Five months after leaving Manila, I finally returned, but only for a few days. My aunt booked me a flight with her to help fetch my cousin who recently took her board exam.
A lot of things entered my mind as I was on the plane. First, I know I got the disease in Manila. Until now, I can’t pinpoint who I got the disease from. And to be truthful, yes, I engaged in random hook-ups when I was still living alone. Worse than that, I neglected to practice safe sex in some occasions.
Shortly after diagnosis, I actually tried to search in facebook and another gay social networking site the people I had sex with in the past. I wanted to know the person who might have infected me. It came to my knowledge that an ex-boyfriend died of liver abscess this January, and another one I dated died of meningitis last October 2011 (click HERE).
Coincidentally, on my second day in Manila, while riding in a train going to Ayala, a Chinese-looking guy beside the door caught my attention. I stared at him trying to recall where I met him, and he stared back. Well, his height was a giveaway; I had sex with him before. Although we did it several times, they were all protected sex. But why did I see worry in his eyes? Or maybe paranoia was just playing tricks on me. We were still staring at each other when I headed towards the door of the train. We were beside each other, catching glances, but there were no exchange of words.
Is knowing who infected me really that important? I had protected sex with him, but why worry?
Maybe some questions are better left unanswered. I'm guilty of dwelling too much in my not-so-distant past.
Surely, there’s still pain in my heart. I had a promising career in Manila, and I was two weeks short to going abroad until I was diagnosed HIV-positive before my departure date. One night of sex turned into a lifetime of regret.
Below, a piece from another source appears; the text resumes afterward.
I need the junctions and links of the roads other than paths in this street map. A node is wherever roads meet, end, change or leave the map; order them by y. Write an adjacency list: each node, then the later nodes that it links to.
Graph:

Me, working as a nurse here is purely accidental. I was visiting an ex-bf in Manila when he heard from his friend that a new hospital is going to open soon, and then he encouraged me to submit my resume. And that is how the story of how I worked for more than three years in that hospital started.
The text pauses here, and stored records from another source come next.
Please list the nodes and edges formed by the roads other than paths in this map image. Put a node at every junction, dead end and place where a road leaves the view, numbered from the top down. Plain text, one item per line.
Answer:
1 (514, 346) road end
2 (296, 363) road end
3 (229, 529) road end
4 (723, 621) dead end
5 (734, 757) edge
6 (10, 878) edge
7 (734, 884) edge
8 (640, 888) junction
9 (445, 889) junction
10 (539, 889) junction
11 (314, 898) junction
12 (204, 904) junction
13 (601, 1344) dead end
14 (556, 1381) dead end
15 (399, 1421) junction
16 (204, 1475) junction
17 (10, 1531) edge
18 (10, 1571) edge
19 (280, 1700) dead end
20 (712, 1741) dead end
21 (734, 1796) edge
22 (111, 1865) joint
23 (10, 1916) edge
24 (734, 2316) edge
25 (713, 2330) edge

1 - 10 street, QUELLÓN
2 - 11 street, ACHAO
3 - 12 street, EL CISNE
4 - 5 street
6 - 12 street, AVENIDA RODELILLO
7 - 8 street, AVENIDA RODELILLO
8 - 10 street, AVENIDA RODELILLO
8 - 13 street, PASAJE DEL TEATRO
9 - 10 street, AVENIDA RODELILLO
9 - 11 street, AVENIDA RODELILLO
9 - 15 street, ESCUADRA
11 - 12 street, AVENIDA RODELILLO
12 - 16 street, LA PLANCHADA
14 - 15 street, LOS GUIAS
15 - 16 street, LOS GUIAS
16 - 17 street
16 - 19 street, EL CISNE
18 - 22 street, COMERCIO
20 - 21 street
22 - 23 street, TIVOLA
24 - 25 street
Manila was my stepping stone. I built my dreams here. As my workmates started to resign and eventually landed jobs abroad, I started to solidify my qualification by passing several international exams. I was a good nurse, but not a good employee. But eventually, I attempted and successfully gained my manager’s trust and confidence. My promotion came at the time that my visa abroad also arrived. And I chose the latter. Of course, one of my dreams is to work abroad, and secondly, I want to provide a better life for my family.
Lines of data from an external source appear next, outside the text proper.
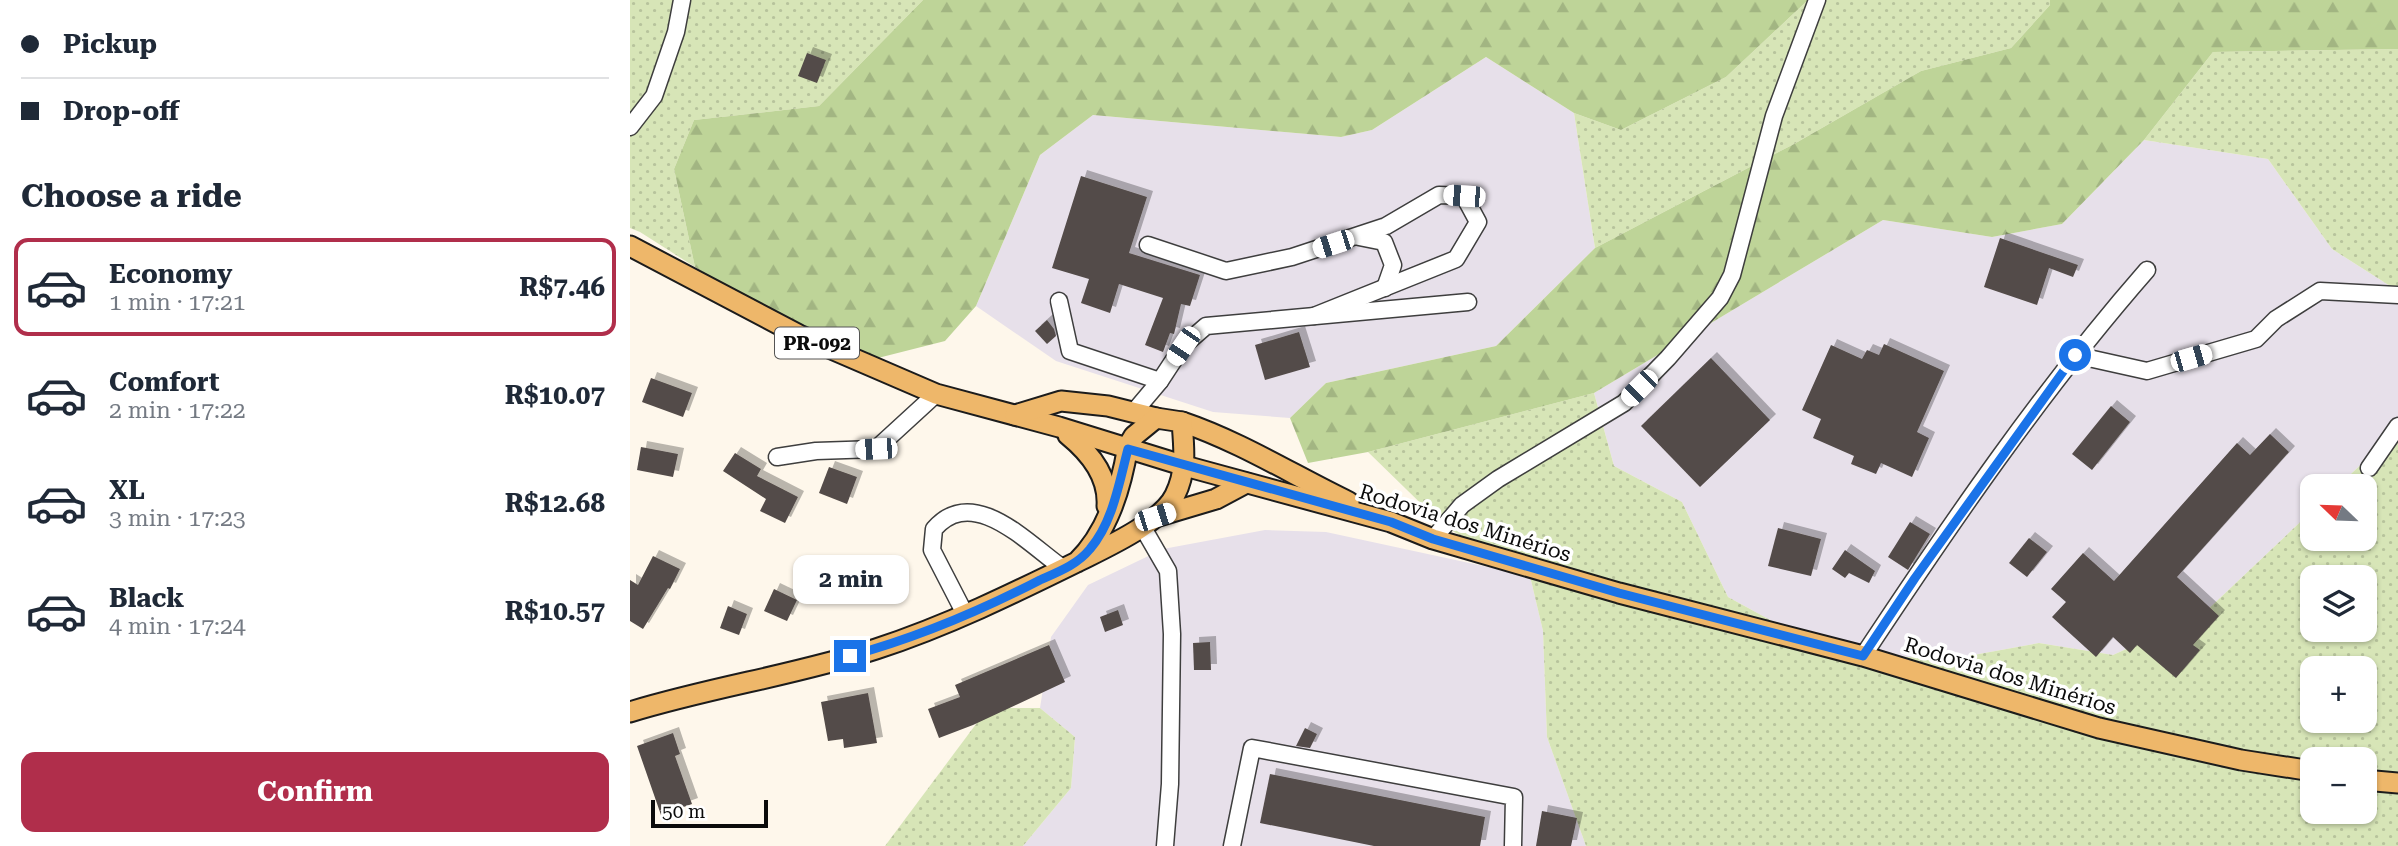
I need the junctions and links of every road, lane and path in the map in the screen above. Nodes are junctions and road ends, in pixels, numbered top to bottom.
1 (682, 0) edge
2 (1817, 0) edge
3 (630, 127) edge
4 (1354, 237) junction
5 (1148, 245) dead end
6 (630, 246) edge
7 (2147, 270) dead end
8 (1385, 288) junction
9 (2398, 295) edge
10 (1059, 301) dead end
11 (1468, 302) dead end
12 (1314, 316) junction
13 (2075, 355) junction
14 (1160, 381) junction
15 (936, 394) junction
16 (1133, 412) junction
17 (1014, 416) junction
18 (1156, 418) junction
19 (1182, 422) junction
20 (2398, 426) edge
21 (1059, 428) junction
22 (1128, 449) junction
23 (777, 457) dead end
24 (1185, 466) junction
25 (2369, 468) dead end
26 (1246, 482) junction
27 (1149, 522) junction
28 (1391, 522) junction
29 (1104, 530) junction
30 (1433, 539) junction
31 (1071, 565) junction
32 (965, 614) junction
33 (1863, 656) junction
34 (630, 712) edge
35 (2300, 769) edge
36 (2377, 781) edge
37 (2398, 783) edge
38 (1165, 846) edge
39 (1234, 846) edge
40 (1513, 846) edge

1 - 3 street
2 - 30 street
4 - 5 street
4 - 8 street
4 - 8 street
6 - 15 main road, Rodovia dos Minérios / PR-092
7 - 13 street
8 - 12 street
9 - 13 street
10 - 14 street
11 - 12 street
12 - 14 street
13 - 33 street
14 - 16 street
15 - 17 main road, Rodovia dos Minérios / PR-092
15 - 23 street
16 - 17 main road
16 - 18 main road
17 - 21 main road, Rodovia dos Minérios / PR-092
18 - 19 main road
18 - 22 main road
19 - 24 main road
19 - 28 main road
20 - 25 street
21 - 22 main road, Rodovia dos Minérios / PR-092
21 - 29 main road
22 - 24 main road, Rodovia dos Minérios / PR-092
22 - 29 main road
24 - 26 main road, Rodovia dos Minérios / PR-092
24 - 27 main road
26 - 27 main road
26 - 28 main road, Rodovia dos Minérios / PR-092
27 - 31 main road
27 - 38 street
28 - 30 main road, Rodovia dos Minérios / PR-092
29 - 31 main road
30 - 33 main road, Rodovia dos Minérios / PR-092
31 - 32 main road
31 - 32 street
32 - 34 main road
33 - 35 main road, Rodovia dos Minérios / PR-092
36 - 37 main road
39 - 40 street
But because of HIV, I lost both ---- my job abroad, and my work in Manila. I lied to my family why I wasn’t able to go abroad. I isolated myself from my friends and co-workers. I went back to my province, and made sure to have no, or at the very least, minimal contact with people I know there. Up until today, my family thinks that I went home to rest since my papers abroad is still being processed. And they like it that way knowing that work abroad can be very tiring and embracing a foreign culture is difficult.
My plan of going back to Manila in search for work is nearing. I have mixed feelings. I’m a new and changed person now. Well, mostly new point of view since I already know my limitations and the purpose of me going back. It’s much clearer to me now. I still have this fear of what awaits me there, but I hope I’d still be as motivated and dedicated as I was in my previous job. Fingers crossed. Manila, be good to me please the next time I return.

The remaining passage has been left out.